LINKS FOR FEW FAVORITE WORKSHOP ITEMS
+My work boards are particle board that I asked the home improvement store to cut on site. My boards are 12x18 and I think we got 10 from a larger board. this is the 3/4 " but the 1/2 "works well too and will save you about $10.
+Favorite alphabet letters for embossing and signing their pieces. I prefer these to the kind that are yellow and purple those are hard to cut and separate the letters, those yellow ones are smaller and you can't join them together like you can these. Also rubber stamps work but they so often leave the shape of the stamp. these are very clean and easy to use. I use them in my own studio.
+Cutters. These pastry cutters are in my opinion the only ones worth buying. I no longer use metal cutters if it can be helped because they rust and later their shape, its harder to get wet clay to release from them as well. These are thick nylon that can hold up to cutting thicker slabs, clean up well and come in their own case. A few other fun shapes. I personally love the moon shape. I have sets I use for my own studio work too.
+The prettiest scissors for cutting patterns
+My favorite ribbon tool for carving and extracting clay
+Compact white sponges because I have a problem with bright yellow sponges when I'm trying to stick with my brand vibe, also we are trying to get them to use as little water as possible so a smaller sponge reminds them that its really just for a little wiping or to clean their hands.
+My favorite brushes of all time, useful for glazing, applying slip or underglaze or cleaning up hard to reach seams.
+One of my favorite finishing touches is a colorful bit of silk, Tono + Co is my favorite place for their brilliant hand dyed colors and one of my favorite tips is to go to their odds and ends section where you can get such good deals on pieces of silk that you can then use to add some color and character to your workshop either tying them around tool bundles or around a gift or a canvas tablecloth to work upon.
+Large rolls of canvas for cutting into place mat sizes or putting on the tables to help with the clay mess.
+Linen tablecloths that add such a vibe, a splash of color and help protect the tables you'll be working on.
+Work bowls. Often my tables start to get a little crowded and in my mind I think one bowl of water per person but when we actually start to set up it works out more to like one bowl in-between work stations so 2-4 people end up sharing a bowl.
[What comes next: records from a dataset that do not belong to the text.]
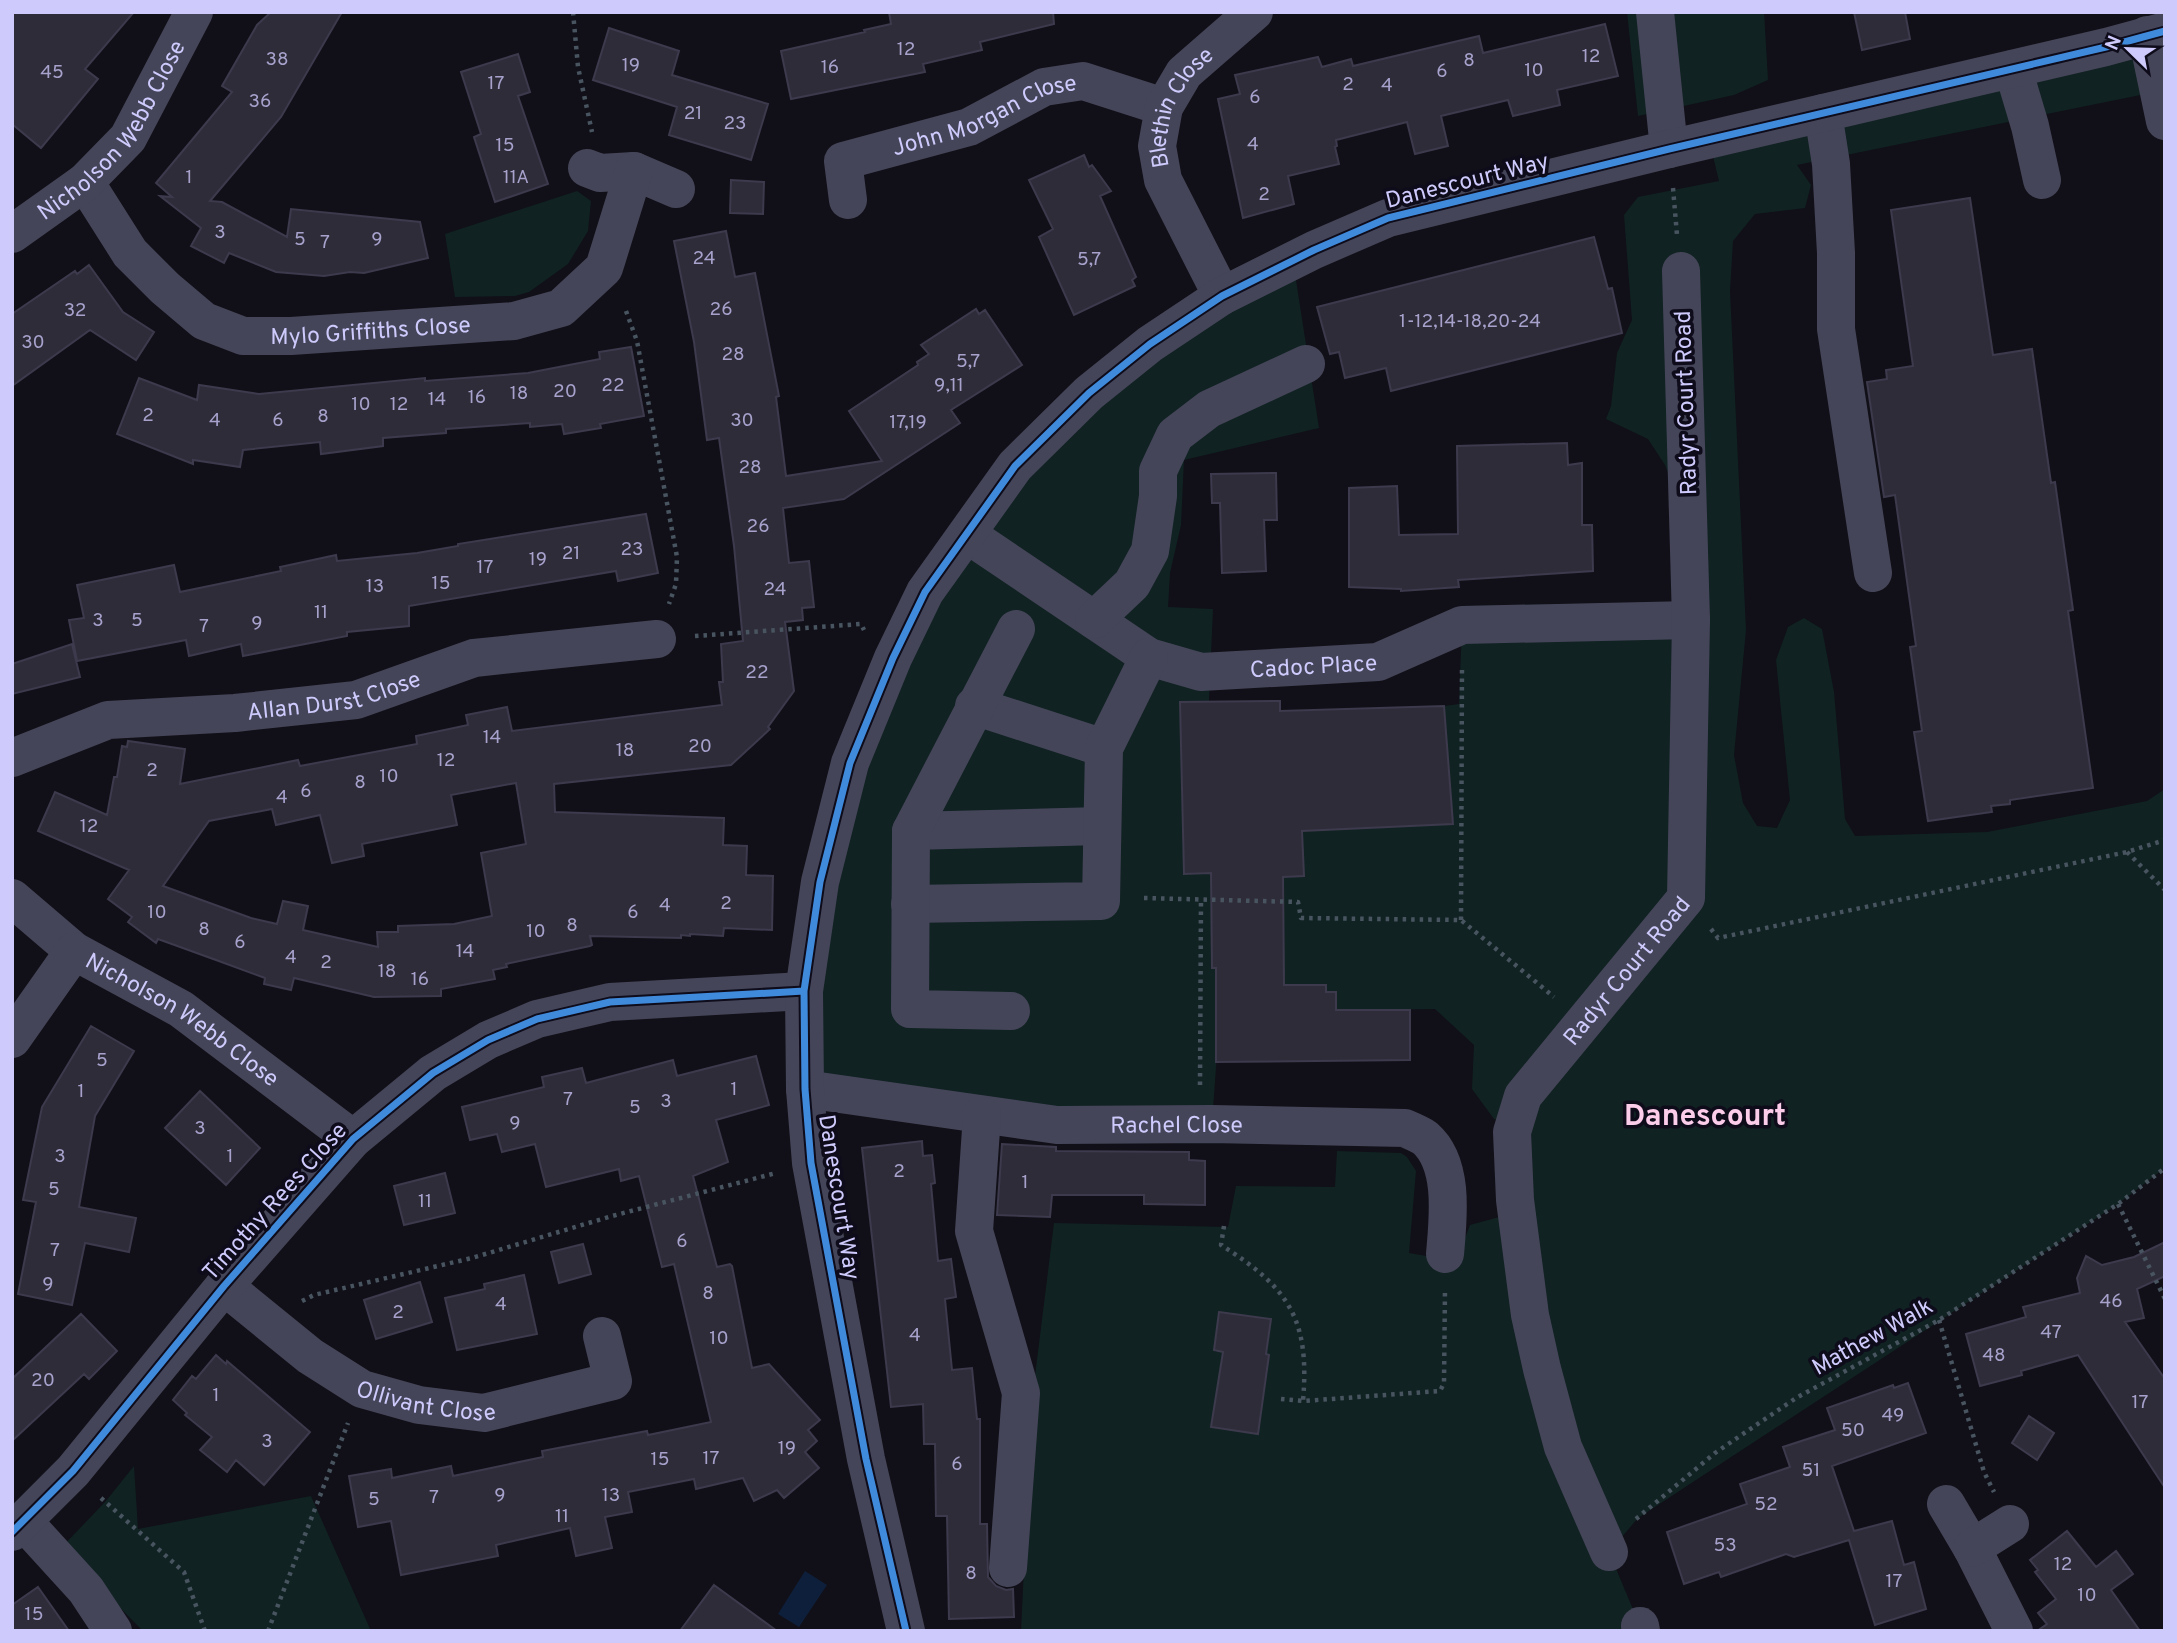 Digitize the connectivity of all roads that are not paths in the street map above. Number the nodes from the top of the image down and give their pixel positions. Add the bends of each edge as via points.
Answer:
1 (194, 12) edge
2 (1254, 12) edge
3 (1655, 12) edge
4 (2156, 33) edge
5 (2012, 69) junction
6 (1164, 107) junction
7 (1823, 113) junction
8 (2165, 121) edge
9 (1669, 149) junction
10 (2042, 180) dead end
11 (85, 182) junction
12 (676, 189) dead end
13 (848, 200) dead end
14 (12, 234) edge
15 (1681, 271) road end
16 (1222, 296) junction
17 (1306, 364) dead end
18 (968, 535) junction
19 (1873, 573) dead end
20 (1094, 620) junction
21 (1691, 620) junction
22 (1016, 629) dead end
23 (657, 639) road end
24 (1149, 657) junction
25 (974, 706) junction
26 (1104, 748) junction
27 (12, 758) edge
28 (1101, 826) junction
29 (911, 831) junction
30 (12, 898) edge
31 (910, 904) junction
32 (74, 951) junction
33 (804, 991) junction
34 (1011, 1011) dead end
35 (12, 1039) edge
36 (805, 1090) junction
37 (982, 1115) junction
38 (353, 1139) junction
39 (1445, 1254) road end
40 (224, 1286) junction
41 (602, 1336) dead end
42 (1946, 1504) dead end
43 (2010, 1524) road end
44 (18, 1527) edge
45 (1972, 1548) junction
46 (1609, 1552) road end
47 (1008, 1568) dead end
48 (113, 1631) edge
49 (906, 1631) edge
50 (2014, 1631) edge

1 - 11 street, Nicholson Webb Close via 128,138
2 - 6 street, Blethin Close via 1184,73
3 - 9 street
4 - 5 street, Danescourt Way
4 - 8 street
5 - 7 street, Danescourt Way
5 - 10 street
6 - 13 street, John Morgan Close via 1083,81 1044,87 969,127 842,161
6 - 16 street, Blethin Close via 1157,146 1163,180
7 - 9 street, Danescourt Way
7 - 19 street via 1831,164 1836,329
9 - 16 street, Danescourt Way via 1388,218
11 - 12 street, Mylo Griffiths Close via 130,253 164,288 204,321 243,336 514,320 561,308 604,268 607,171
11 - 14 street, Nicholson Webb Close
15 - 21 street, Radyr Court Road
16 - 18 street, Danescourt Way via 1150,344 1089,393 1016,466
17 - 20 street via 1209,409 1175,435 1158,471 1150,551 1132,584
18 - 20 street, Cadoc Place
18 - 33 street, Danescourt Way via 925,592 850,763 820,882
20 - 24 street, Cadoc Place
21 - 24 street, Cadoc Place via 1462,625 1378,662 1200,672
21 - 46 street, Radyr Court Road via 1686,898 1523,1096 1513,1132 1523,1263 1542,1369 1563,1447
22 - 25 street
23 - 27 street, Allan Durst Close via 474,658 356,700 108,720
24 - 26 street
25 - 26 street
25 - 29 street
26 - 28 street
28 - 29 street
28 - 31 street via 1101,901
29 - 31 street
30 - 32 street, Nicholson Webb Close
31 - 34 street via 910,1009
32 - 35 street
32 - 38 street, Nicholson Webb Close via 181,1009
33 - 36 street, Danescourt Way
33 - 38 street, Timothy Rees Close via 610,1002 537,1018 433,1073
36 - 37 street, Rachel Close
36 - 49 street, Danescourt Way via 811,1163 866,1460
37 - 39 street, Rachel Close via 1057,1125 1405,1128 1435,1149 1465,1199
37 - 47 street via 974,1231 1021,1392
38 - 40 street, Timothy Rees Close
40 - 41 street, Ollivant Close via 310,1356 362,1389 419,1405 484,1413 613,1381
40 - 44 street, Timothy Rees Close via 73,1471
42 - 45 street
43 - 45 street
44 - 48 street via 86,1590
45 - 50 street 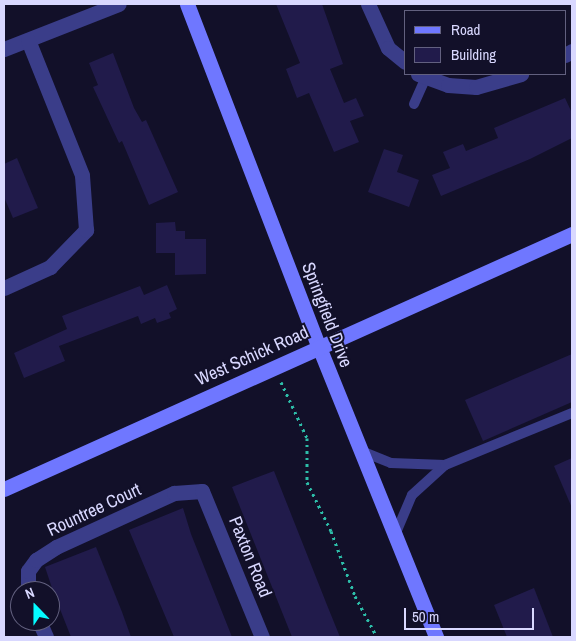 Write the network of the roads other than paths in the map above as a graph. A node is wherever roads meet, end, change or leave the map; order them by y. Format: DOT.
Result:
graph roads {
  1 [pos="119,4"];
  2 [pos="187,4"];
  3 [pos="368,4"];
  4 [pos="28,40"];
  5 [pos="4,48"];
  6 [pos="404,61"];
  7 [pos="422,75"];
  8 [pos="518,75"];
  9 [pos="414,104"];
  10 [pos="572,234"];
  11 [pos="4,288"];
  12 [pos="318,347"];
  13 [pos="572,412"];
  14 [pos="361,451"];
  15 [pos="445,466"];
  16 [pos="4,489"];
  17 [pos="202,491"];
  18 [pos="395,535"];
  19 [pos="25,581"];
  20 [pos="262,637"];
  21 [pos="436,637"];
  1 -- 4 [label="street"];
  2 -- 12 [label="street, Springfield Drive"];
  3 -- 6 [label="street"];
  4 -- 5 [label="street"];
  4 -- 11 [label="street"];
  7 -- 8 [label="street"];
  7 -- 9 [label="lane"];
  10 -- 12 [label="street, West Schick Road"];
  12 -- 14 [label="street, Springfield Drive"];
  12 -- 16 [label="street, West Schick Road"];
  13 -- 15 [label="lane"];
  14 -- 15 [label="lane"];
  14 -- 18 [label="street, Springfield Drive"];
  15 -- 18 [label="lane"];
  17 -- 19 [label="street, Rountree Court"];
  17 -- 20 [label="street, Paxton Road"];
  18 -- 21 [label="street, Springfield Drive"];
} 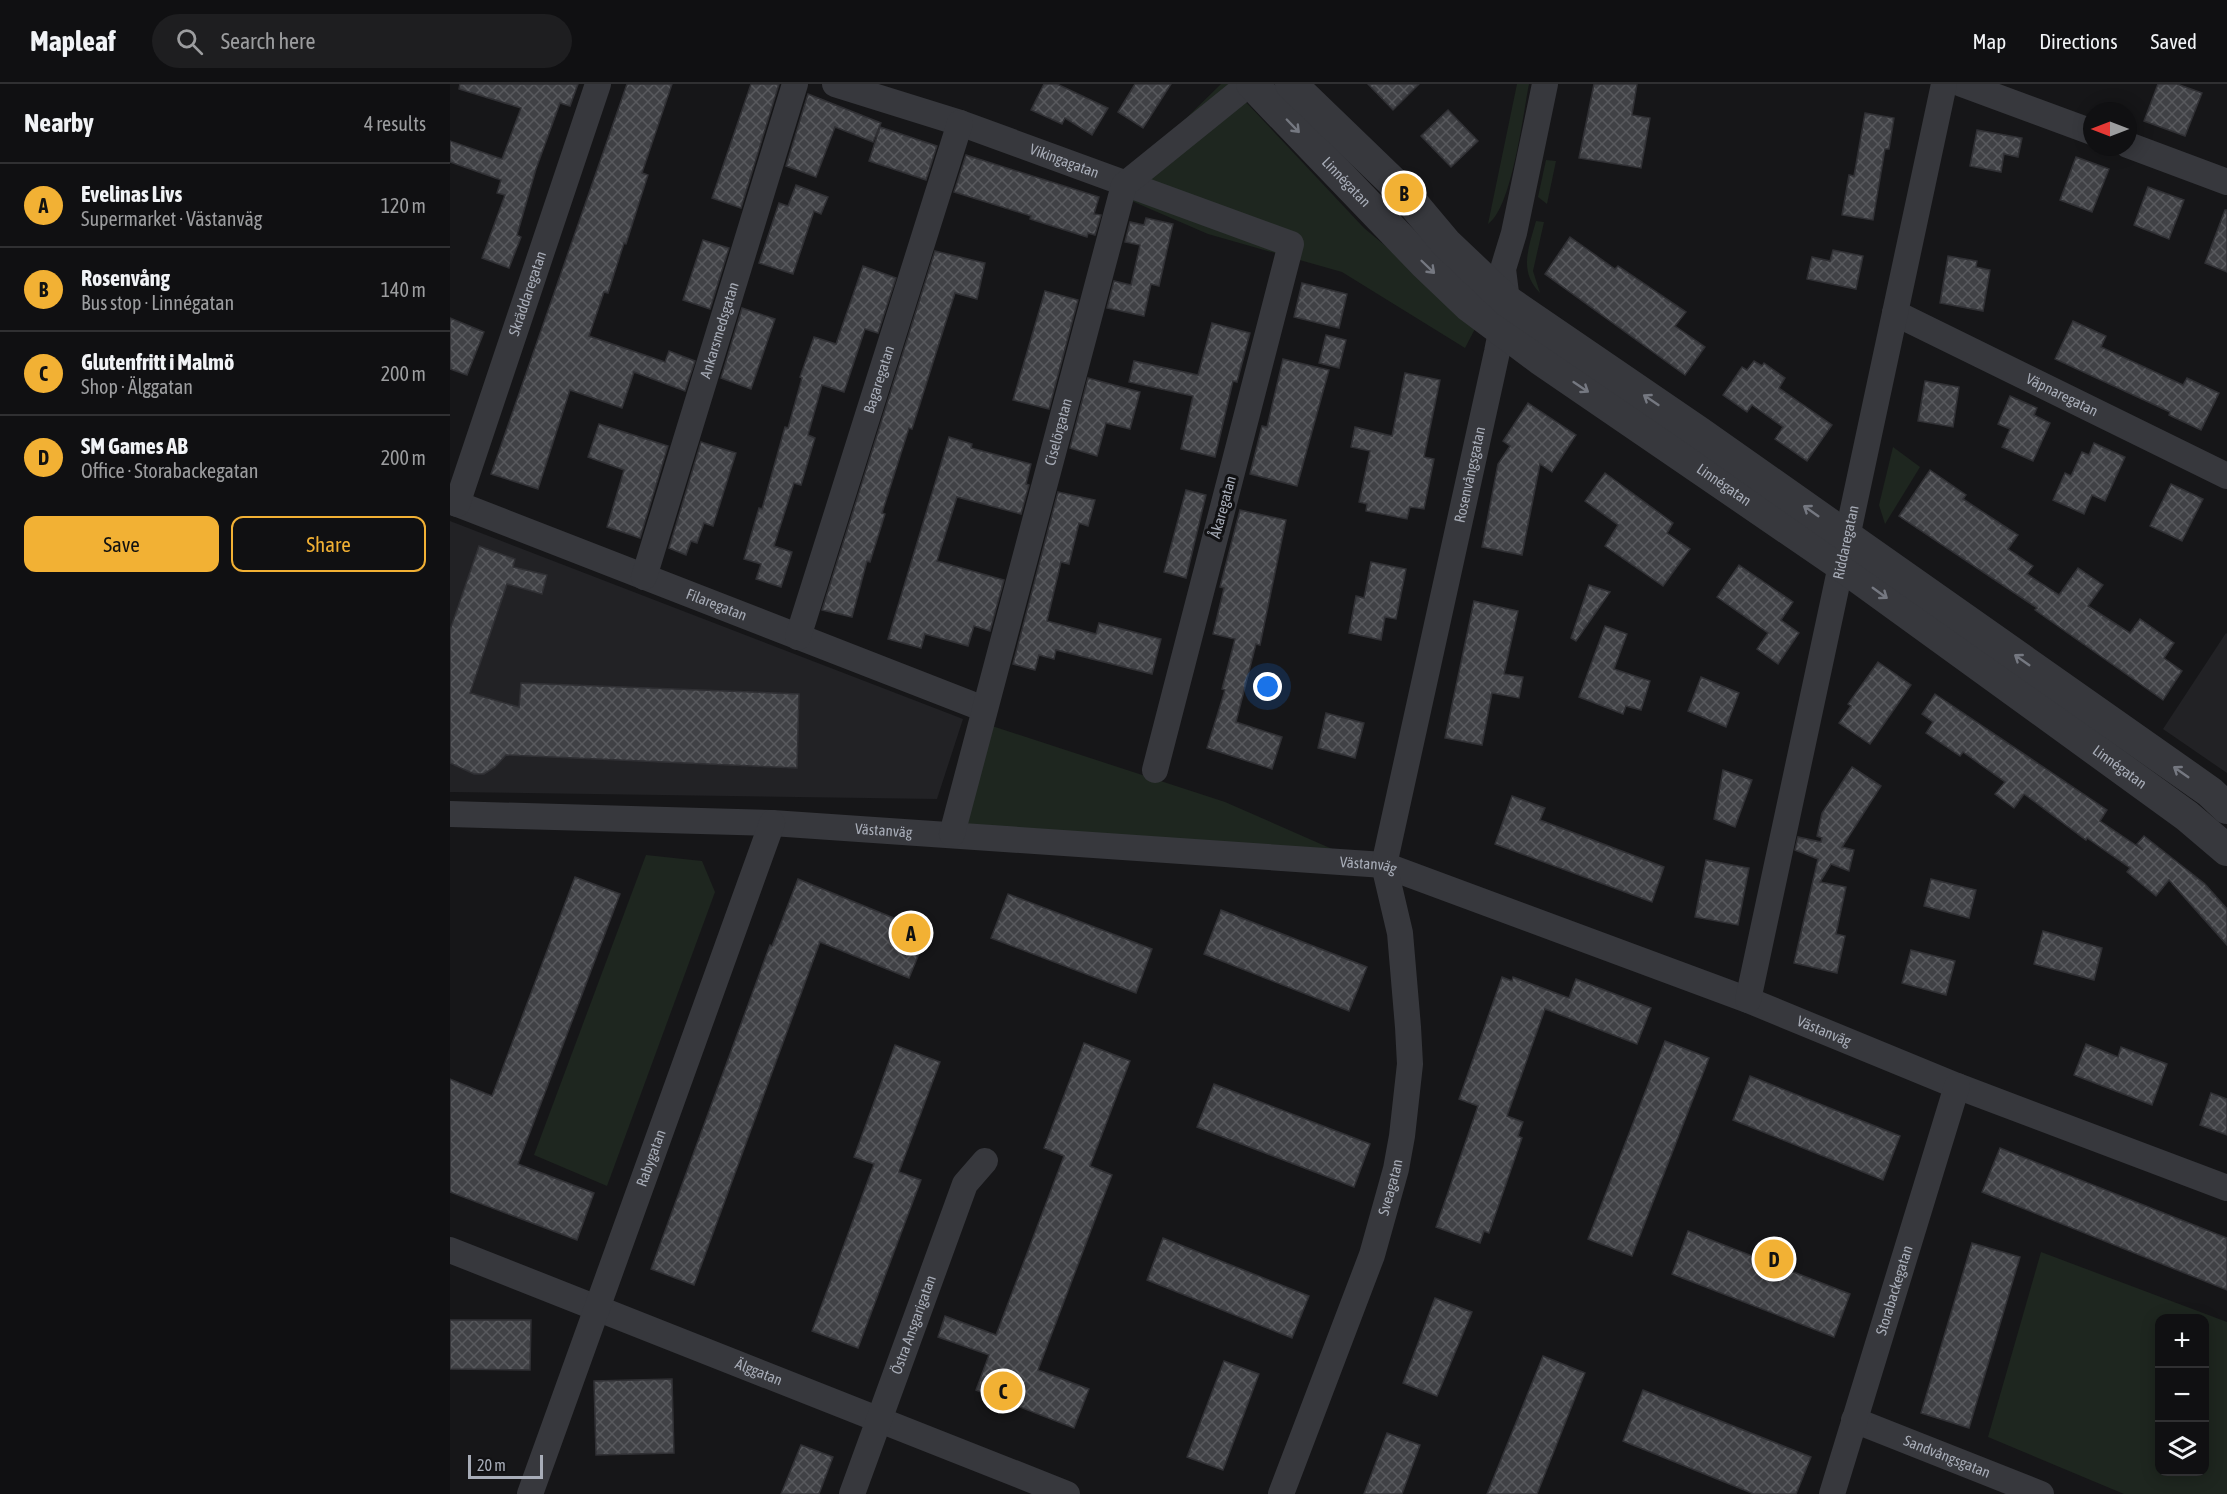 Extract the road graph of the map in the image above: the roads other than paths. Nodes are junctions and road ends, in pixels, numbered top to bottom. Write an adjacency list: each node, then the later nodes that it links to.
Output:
1 (597, 84): 18 (street, Skräddaregatan)
2 (795, 84): 20 (street, Ankarsmedsgatan)
3 (835, 84): 9 (street, Vikingagatan)
4 (1251, 84): 13 (street); 16 (street, Linnégatan, one-way to 16)
5 (1291, 84): 16 (street, Linnégatan)
6 (1545, 84): 16 (street, Rosenvångsgatan)
7 (1944, 84): 15 (street, Riddaregatan)
8 (1962, 84): 10 (street)
9 (960, 123): 13 (street, Vikingagatan); 21 (street, Bagaregatan)
10 (2083, 129)
11 (2137, 148): 12 (street)
12 (2227, 182)
13 (1124, 185): 14 (street, Vikingagatan); 22 (street, Ciselörgatan)
14 (1291, 244): 23 (street, Åkaregatan)
15 (1895, 313): 17 (street, Väpnaregatan); 19 (street, Riddaregatan)
16 (1504, 316): 19 (street, Linnégatan); 29 (street, Rosenvångsgatan)
17 (2227, 476)
18 (453, 502): 20 (street, Filaregatan)
19 (1844, 551): 24 (street, Linnégatan, one-way to 19); 28 (street, Linnégatan, one-way to 28); 30 (street, Riddaregatan)
20 (644, 577): 21 (street, Filaregatan)
21 (798, 637): 22 (street, Filaregatan)
22 (984, 709): 27 (street, Ciselörgatan)
23 (1155, 770)
24 (2227, 808)
25 (450, 814): 26 (street, Västanväg)
26 (772, 824): 27 (street, Västanväg); 35 (street, Rabygatan)
27 (952, 834): 29 (street, Västanväg)
28 (2227, 850)
29 (1384, 865): 30 (street, Västanväg); 41 (street, Sveagatan)
30 (1748, 1000): 31 (street, Västanväg)
31 (1956, 1086): 33 (street, Västanväg); 37 (street, Storabackegatan)
32 (985, 1161): 36 (street, Östra Ansgarigatan)
33 (2227, 1188)
34 (450, 1250): 35 (street, Älggatan)
35 (598, 1309): 36 (street, Älggatan); 38 (street, Rabygatan)
36 (878, 1418): 39 (street, Östra Ansgarigatan); 40 (street, Älggatan)
37 (1854, 1420): 42 (street, Storabackegatan); 43 (street, Sandvångsgatan)
38 (530, 1494)
39 (852, 1494)
40 (1067, 1494)
41 (1281, 1494)
42 (1832, 1494)
43 (2041, 1494)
I would love love love to have the time to create bowls for a workshop, I think it would be such a beautiful touch, but alas I never remember it in time. I recently got a set of these bowls which fit my branding and make the table feel a little special. But first I worked with little clear acrylic bowls I got from the dollar store so this is a place where you can save or splurge but a special ceramic piece on the table for water will be such a moment!
+Dowels do the trick and can be cut down to make make shift rolling pins. I chose to roll my workshop slabs in my studio with my slab roller just to cut out some time and to ensure they were beginning from a nice even clay slab. But French rolling pins are my favorite if you'd like to add some of those to your kit. This is also a chance to do a bit of thrifting and find some older rolling pins that can have a second life rolling clay slabs instead of pie crusts and you can usually pick them up for a few dollars.
+ Boxes for transporting tools on the way to the workshop and fragile pieces back to the studio. These are only helpful if you will be making smaller pieces that can fit back inside and be protected. I also included a small piece of muslin to wrap the pieces in that doubled as a work space place mat.